Les outsiders qui ont "perturbé" le tournoi ont tous des lacunes évidentes, qu'ils ont remarquablement compensées dans d'autres domaines, et particulièrement celui de la rigueur tactique. Les qualifications du Sénégal, de la Corée du Sud, de l'Eire, des Etats-Unis, du Danemark ou de la Suède ont toutes été obtenues, non seulement avec de la solidarité et de l'engagement, mais aussi avec de nettes victoires sur le tableau noir (voir Une nouvelle géographie du football).

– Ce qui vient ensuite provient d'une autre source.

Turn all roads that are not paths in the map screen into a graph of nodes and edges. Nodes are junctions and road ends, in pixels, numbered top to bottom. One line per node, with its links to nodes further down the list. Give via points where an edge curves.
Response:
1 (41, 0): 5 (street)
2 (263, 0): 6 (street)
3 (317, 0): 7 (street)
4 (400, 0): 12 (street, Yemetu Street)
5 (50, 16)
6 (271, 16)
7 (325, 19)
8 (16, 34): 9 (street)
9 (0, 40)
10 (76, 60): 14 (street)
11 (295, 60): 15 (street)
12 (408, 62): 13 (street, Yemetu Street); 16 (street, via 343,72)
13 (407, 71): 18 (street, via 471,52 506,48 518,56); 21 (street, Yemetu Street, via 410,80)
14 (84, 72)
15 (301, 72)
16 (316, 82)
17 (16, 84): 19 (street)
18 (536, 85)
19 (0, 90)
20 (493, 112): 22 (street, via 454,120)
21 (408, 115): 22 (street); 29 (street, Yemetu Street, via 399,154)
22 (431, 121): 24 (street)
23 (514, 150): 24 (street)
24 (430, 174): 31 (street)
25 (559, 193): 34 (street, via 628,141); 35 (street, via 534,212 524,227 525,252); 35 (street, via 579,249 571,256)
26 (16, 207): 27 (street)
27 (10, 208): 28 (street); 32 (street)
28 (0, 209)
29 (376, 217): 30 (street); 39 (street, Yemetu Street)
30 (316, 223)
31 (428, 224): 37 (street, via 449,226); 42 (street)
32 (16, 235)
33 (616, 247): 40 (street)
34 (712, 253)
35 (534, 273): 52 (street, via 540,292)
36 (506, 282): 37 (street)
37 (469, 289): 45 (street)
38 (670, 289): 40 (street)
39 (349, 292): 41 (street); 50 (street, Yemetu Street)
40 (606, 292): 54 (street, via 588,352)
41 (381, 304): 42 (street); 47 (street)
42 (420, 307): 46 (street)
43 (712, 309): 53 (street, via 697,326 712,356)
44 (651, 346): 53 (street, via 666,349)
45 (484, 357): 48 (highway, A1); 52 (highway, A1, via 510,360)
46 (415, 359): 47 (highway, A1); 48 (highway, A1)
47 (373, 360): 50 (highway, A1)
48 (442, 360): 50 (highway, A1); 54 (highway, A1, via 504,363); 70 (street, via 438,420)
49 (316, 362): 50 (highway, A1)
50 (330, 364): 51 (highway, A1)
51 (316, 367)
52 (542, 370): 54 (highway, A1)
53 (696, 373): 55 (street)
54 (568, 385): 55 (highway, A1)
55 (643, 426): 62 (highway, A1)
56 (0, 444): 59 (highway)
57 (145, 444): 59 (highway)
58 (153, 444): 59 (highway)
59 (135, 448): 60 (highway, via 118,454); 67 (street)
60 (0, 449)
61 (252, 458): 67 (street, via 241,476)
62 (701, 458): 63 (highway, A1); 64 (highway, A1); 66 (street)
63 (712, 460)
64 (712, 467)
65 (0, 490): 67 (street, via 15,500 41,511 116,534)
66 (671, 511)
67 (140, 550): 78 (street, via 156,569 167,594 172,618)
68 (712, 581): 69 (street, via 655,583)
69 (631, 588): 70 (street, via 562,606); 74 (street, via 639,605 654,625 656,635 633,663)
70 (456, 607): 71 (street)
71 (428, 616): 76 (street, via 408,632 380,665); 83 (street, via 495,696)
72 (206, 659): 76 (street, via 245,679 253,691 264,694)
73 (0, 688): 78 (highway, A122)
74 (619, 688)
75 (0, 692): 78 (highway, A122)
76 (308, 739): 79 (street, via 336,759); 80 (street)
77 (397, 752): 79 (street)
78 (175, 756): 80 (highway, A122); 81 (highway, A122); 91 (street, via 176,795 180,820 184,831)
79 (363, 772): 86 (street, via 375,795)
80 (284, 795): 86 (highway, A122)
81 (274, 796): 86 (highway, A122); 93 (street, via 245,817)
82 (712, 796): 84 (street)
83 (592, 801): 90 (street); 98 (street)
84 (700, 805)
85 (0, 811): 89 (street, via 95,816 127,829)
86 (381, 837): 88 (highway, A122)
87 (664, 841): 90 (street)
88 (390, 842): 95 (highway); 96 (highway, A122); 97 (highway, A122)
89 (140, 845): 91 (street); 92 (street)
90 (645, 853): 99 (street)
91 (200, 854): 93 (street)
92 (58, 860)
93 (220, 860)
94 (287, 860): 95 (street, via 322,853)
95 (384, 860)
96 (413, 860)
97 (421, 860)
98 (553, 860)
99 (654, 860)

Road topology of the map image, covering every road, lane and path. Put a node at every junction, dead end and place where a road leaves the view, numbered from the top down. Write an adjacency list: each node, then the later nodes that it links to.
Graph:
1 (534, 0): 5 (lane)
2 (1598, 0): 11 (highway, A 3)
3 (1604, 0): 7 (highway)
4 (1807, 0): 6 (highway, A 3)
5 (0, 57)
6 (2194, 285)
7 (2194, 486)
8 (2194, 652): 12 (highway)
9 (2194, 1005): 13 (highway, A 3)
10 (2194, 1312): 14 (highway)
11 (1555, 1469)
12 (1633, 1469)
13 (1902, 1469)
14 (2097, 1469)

L'impuissance globale des grands éliminés contre ces adversaires impitoyables est suffisamment parlante. Est-ce à dire qu'ils ont trop facilement accepté cet affrontement tactique, de nature à gommer les différences de valeur, au lieu d'assumer leur rang en prenant tous les risques nécessaires, un peu à la manière du Brésil, pas très équilibré mais très offensif? L'Italie de Trappatoni a ainsi été une nouvelle fois incapable de tenir un résultat étriqué, les changements prudents opérés à 1-0 se révélant assez peu judicieux. A l'inverse, Roger Lemerre avait justement choisi d'imposer un système invariable qui postulait que les Bleus devaient aussi imposer leur jeu. L'échec a également été patent pour cette approche. Comment expliquer que les sélections majeures ne sont pas parvenues à créer la différence, à transposer sur le terrain leur valeur théorique? En avaient-elles les moyens, et les ont-elles mal exploités, ou bien le mal était-il plus profond?

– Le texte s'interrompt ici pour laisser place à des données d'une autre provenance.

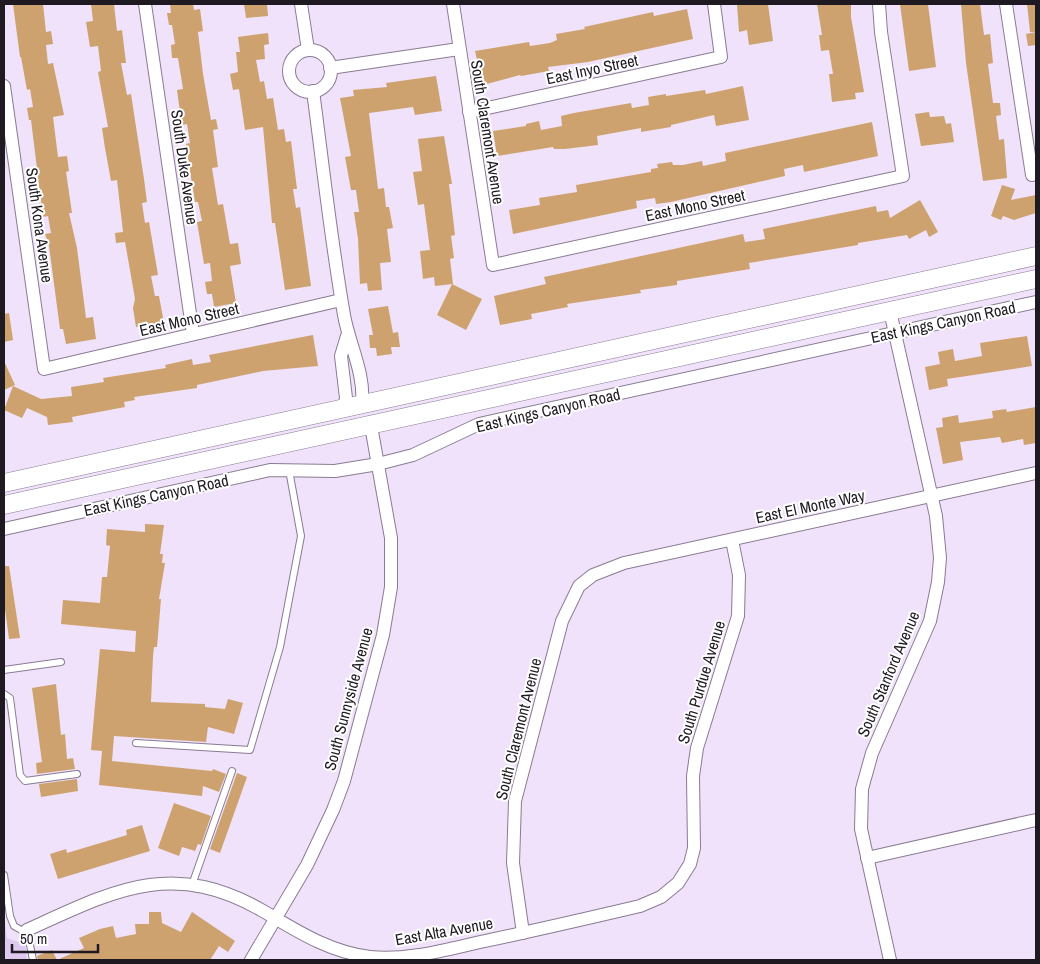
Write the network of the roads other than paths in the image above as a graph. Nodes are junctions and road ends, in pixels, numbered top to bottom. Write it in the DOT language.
graph roads {
  1 [pos="145,4"];
  2 [pos="301,4"];
  3 [pos="453,4"];
  4 [pos="714,4"];
  5 [pos="879,4"];
  6 [pos="1006,4"];
  7 [pos="459,49"];
  8 [pos="308,50"];
  9 [pos="330,68"];
  10 [pos="4,86"];
  11 [pos="313,91"];
  12 [pos="469,112"];
  13 [pos="1034,175"];
  14 [pos="1036,256"];
  15 [pos="493,265"];
  16 [pos="1036,270"];
  17 [pos="1036,279"];
  18 [pos="1006,286"];
  19 [pos="341,300"];
  20 [pos="1036,302"];
  21 [pos="890,311"];
  22 [pos="895,333"];
  23 [pos="193,334"];
  24 [pos="348,336"];
  25 [pos="548,364"];
  26 [pos="44,368"];
  27 [pos="362,404"];
  28 [pos="344,408"];
  29 [pos="371,426"];
  30 [pos="192,464"];
  31 [pos="378,464"];
  32 [pos="288,469"];
  33 [pos="1036,473"];
  34 [pos="4,483"];
  35 [pos="931,496"];
  36 [pos="4,505"];
  37 [pos="4,528"];
  38 [pos="732,540"];
  39 [pos="593,575"];
  40 [pos="61,662"];
  41 [pos="4,670"];
  42 [pos="4,694"];
  43 [pos="136,743"];
  44 [pos="232,771"];
  45 [pos="77,774"];
  46 [pos="1036,820"];
  47 [pos="867,858"];
  48 [pos="690,864"];
  49 [pos="4,875"];
  50 [pos="192,885"];
  51 [pos="276,918"];
  52 [pos="27,930"];
  53 [pos="523,933"];
  54 [pos="33,960"];
  55 [pos="251,960"];
  56 [pos="890,960"];
  1 -- 23 [label="street, South Duke Avenue"];
  2 -- 8 [label="street"];
  3 -- 7 [label="street, South Claremont Avenue"];
  4 -- 12 [label="street, East Inyo Street"];
  5 -- 15 [label="street, East Mono Street"];
  6 -- 13 [label="street"];
  7 -- 9 [label="street"];
  7 -- 12 [label="street, South Claremont Avenue"];
  8 -- 9 [label="street"];
  8 -- 11 [label="street"];
  9 -- 11 [label="street"];
  10 -- 26 [label="street, South Kona Avenue"];
  11 -- 19 [label="street"];
  12 -- 15 [label="street, South Claremont Avenue"];
  14 -- 25 [label="main road"];
  16 -- 18 [label="main road"];
  17 -- 18 [label="main road, East Kings Canyon Road"];
  18 -- 21 [label="main road, East Kings Canyon Road"];
  19 -- 23 [label="street, East Mono Street"];
  19 -- 24 [label="street"];
  20 -- 22 [label="street, East Kings Canyon Road"];
  21 -- 22 [label="street, South Stanford Avenue"];
  21 -- 29 [label="main road, East Kings Canyon Road"];
  22 -- 31 [label="street, East Kings Canyon Road"];
  22 -- 35 [label="street, South Stanford Avenue"];
  23 -- 26 [label="street, East Mono Street"];
  24 -- 27 [label="street"];
  24 -- 28 [label="street"];
  25 -- 27 [label="main road"];
  25 -- 29 [label="main road"];
  27 -- 28 [label="main road"];
  27 -- 30 [label="main road"];
  28 -- 34 [label="main road"];
  29 -- 30 [label="main road, East Kings Canyon Road"];
  29 -- 31 [label="street, South Sunnyside Avenue"];
  30 -- 36 [label="main road, East Kings Canyon Road"];
  31 -- 32 [label="street, East Kings Canyon Road"];
  31 -- 51 [label="street, South Sunnyside Avenue"];
  32 -- 37 [label="street, East Kings Canyon Road"];
  32 -- 43 [label="lane"];
  33 -- 35 [label="street, East El Monte Way"];
  35 -- 38 [label="street, East El Monte Way"];
  35 -- 47 [label="street, South Stanford Avenue"];
  38 -- 39 [label="street, East El Monte Way"];
  38 -- 48 [label="street, South Purdue Avenue"];
  39 -- 53 [label="street, South Claremont Avenue"];
  40 -- 41 [label="lane"];
  42 -- 45 [label="lane"];
  44 -- 50 [label="lane"];
  46 -- 47 [label="street"];
  47 -- 56 [label="street, South Stanford Avenue"];
  48 -- 53 [label="street, East Alta Avenue"];
  49 -- 52 [label="lane"];
  50 -- 51 [label="street, East Alta Avenue"];
  50 -- 52 [label="street, East Alta Avenue"];
  51 -- 53 [label="street, East Alta Avenue"];
  51 -- 55 [label="street, South Sunnyside Avenue"];
  52 -- 54 [label="lane"];
}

La stérilité de la domination de ces trois équipes a été en effet extraordinairement frappante au cours des rencontres… Il aurait visiblement fallu en faire beaucoup plus pour prendre le dessus, car les opportunités de gestes décisifs ont manqué et les joueurs d'exception n'ont pas eu l'occasion de s'exprimer. Les sélectionneurs concernés ont-ils alors péché par excès ou par manque de considérations tactiques? La première moitié de la compétition asiatique a en tout cas semblé indiquer que la "gestion" du premier tour était devenue impossible, et qu'il requérait un investissement total à chaque minute de jeu, de la part d'équipe à 100% dès le jour J. L'incapacité des favoris à se donner immédiatement tous les moyens de justifier leur statut leur a été fatale, quelles que soient les autres circonstances.

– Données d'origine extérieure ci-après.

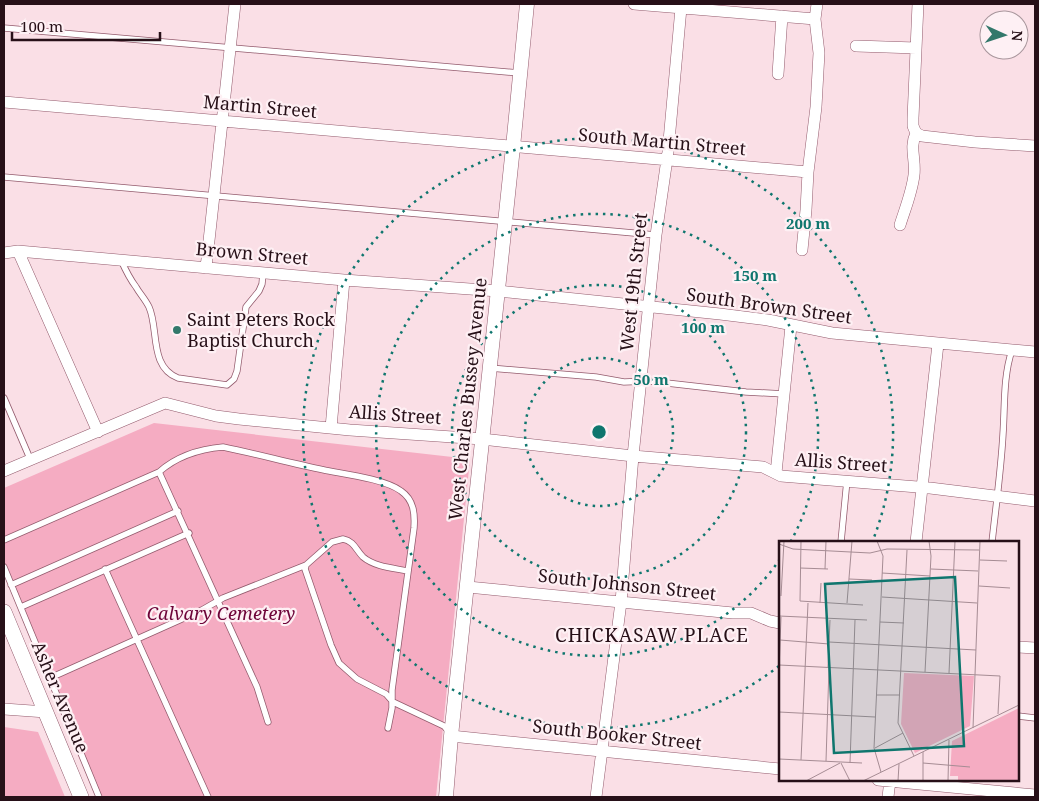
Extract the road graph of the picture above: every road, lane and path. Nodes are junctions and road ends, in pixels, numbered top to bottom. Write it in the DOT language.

L'audace va-t-elle prendre le dessus sur la prudence ?
On en vient alors à l'autre grand constat, qui concerne cette fois le jeu lui-même. Les qualifications ont semblé donner très nettement la primeur aux équipes attentistes qui abandonnent le jeu à leurs adversaires pour mieux les contrer ou les faire plier. La défaite d'un Mexique joueur contre des Etats-Unis dépourvus de tout talent notoire illustre assez bien cette tendance. Même le Brésil a été dominé par la Belgique, comme la Turquie par le Japon. L'Angleterre d'Eriksson elle-même s'appuie sur une solide base défensive pour placer des offensives ponctuelles. Malgré le contre-exemple des Coréens, décidément bien singuliers, qui renversent les obstacles en prenant les rencontres à bras-le-corps, la tendance a donc été assez marquée. Mais pourra-t-il encore en être ainsi dans la dernière ligne droite?

Ce bilan est en effet très provisoire, puisque la vérité de la compétition sera rendue par le tableau final, au terme duquel on ose espérer que c'est une équipe ayant pris son destin en mains qui l'emportera, quel que soit son statut.